There are two flaws in Mr. Chamberlin's analysis. First, the only actual financial data Mr. Chamberlin uses to calculate the day rate is from a contract with Playboy from over a decade ago, even though he states that a proper calculation should consider a number of financial documents, like a W-2 or 1099. See id. at 13, 21-23. The Playboy contract, however, involved significantly more components than the single posting of Ms. Longoria's photo on defendant's social media account. In addition to the photo shoot, the Playboy Contract required Ms. Longoria (1) be available to promote and produce both "Playmate of the Month" and "Playmate of the Year"; (2) participate in filming sessions for both of those titles; (3) be available for "additional still photography or filming sessions" for Playboy's international magazines, websites, and calendars; (4) make "up to 20 days of promotional appearances during the month your issue of the magazine is on-sale," five of which would include no additional compensation; (5) participate in a one-hour online chat while the issue was on-sale; and (6) "make personal appearances and tours at Playboy's request in this country and elsewhere," which would include additional compensation and expenses. See id. at 21-23. Mr. Chamberlin thus primarily relies on one contract that paid Ms. Longoria $25,000 for all the above requirements far beyond her time for a single photo shoot, which, according to Mr. Chamberlin, is what a day rate is meant to compensate. See id. at 10 (stating that a "day rate" is compensation for the "[m]odel's time on the day of shoot"). Mr. Chamberlin fails to explain how this involved contract with Playboy reliably demonstrates that Ms. Longoria's day rate is at a "minimum" of $20,000 and, significantly, that this day rate reasonably corresponds to Ms. Longoria's damages from an unauthorized posting of an image on defendant's social media account. See Joiner, 522 U.S. at 146 ("A court may conclude that there is simply too great an analytical gap between the data and the opinion proffered."); Bitler v. A.O. Smith Corp., 400 F.3d 1227, 1233 (10th Cir. 2005) ("[W]hen the conclusion simply does not follow from the data, a district court is free to determine that an impermissible analytical gap exists between premises and conclusion."); Crabbe, 556 F. Supp. 2d at 1222 (noting that a "subjective, conclusory approach" may be unreliable).

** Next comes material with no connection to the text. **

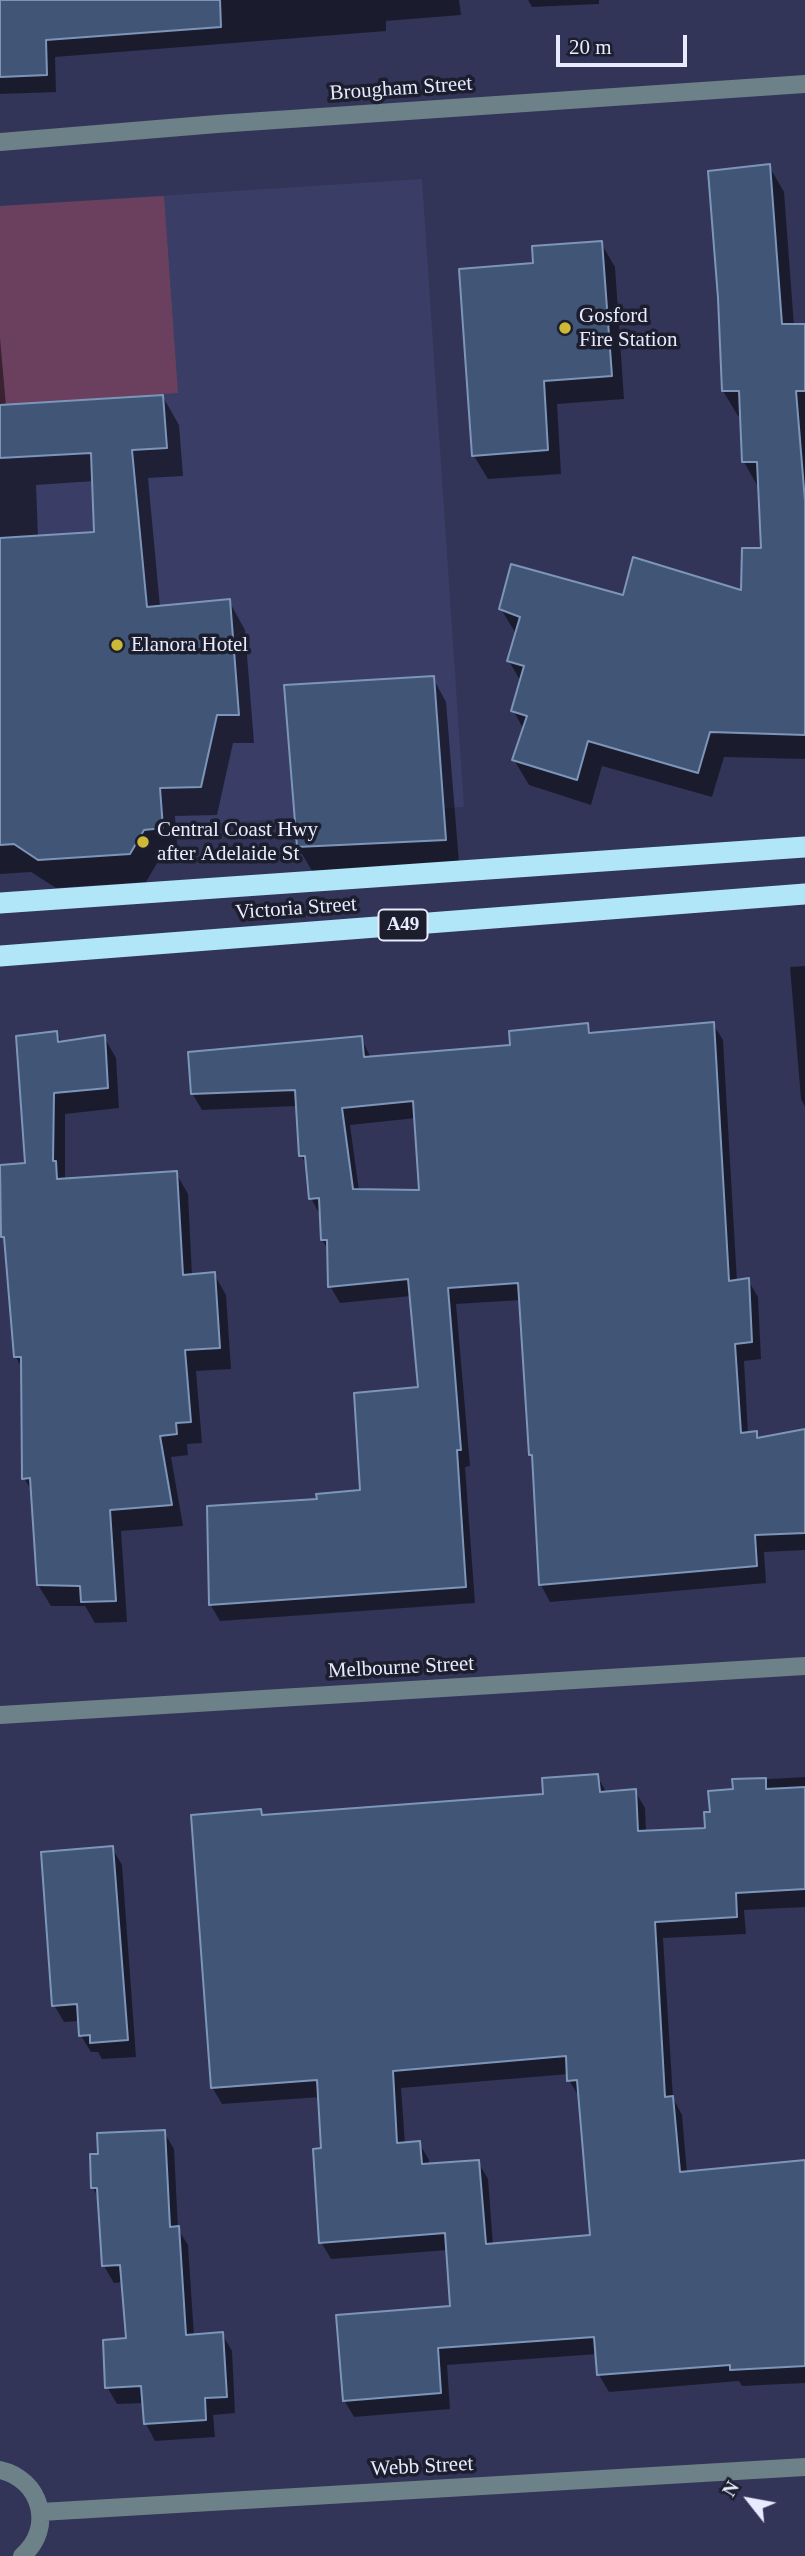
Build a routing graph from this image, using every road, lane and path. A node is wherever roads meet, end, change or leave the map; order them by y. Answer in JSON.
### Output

Second, even assuming that Mr. Chamberlin's calculation of Ms. Longoria's day rate was "based on sufficient facts or data," Fed. R. Evid. 702(b), there is no indication, based on the facts and data Mr. Chamberlin used, that the day rate should be multiplied by three for a single posting of the image. Again, the only monetary or contractual information that Mr. Chamberlin relies on is Ms. Longoria's 2009 Playboy contract. See Docket No. 56-1 at 21-23. For $25,000, Ms. Longoria was required to attend multiple photography "sessions," promotional events related to Playboy of the Month, several "filming sessions," "additional still photography or filming sessions" for Playboy outlets beside Playboy Magazine, five promotional appearances, and "at least one one-hour online chat." See id. at 21. Yet, somehow, for a posting of an image on a social media account, Mr. Chamberlin states that Ms. Longoria is entitled to nearly three times the amount she received for the Playboy contract. Mr. Chamberlin fails to explain his methodology, whether his methodology is generally accepted by experts in the field, and why his results are reliable. The Court finds that there is "simply too great an analytical gap between the data and the opinion proffered" by Mr. Chamberlin regarding Ms. Longoria's day rate and fair market value of her image. See Joiner, 522 U.S. at 146.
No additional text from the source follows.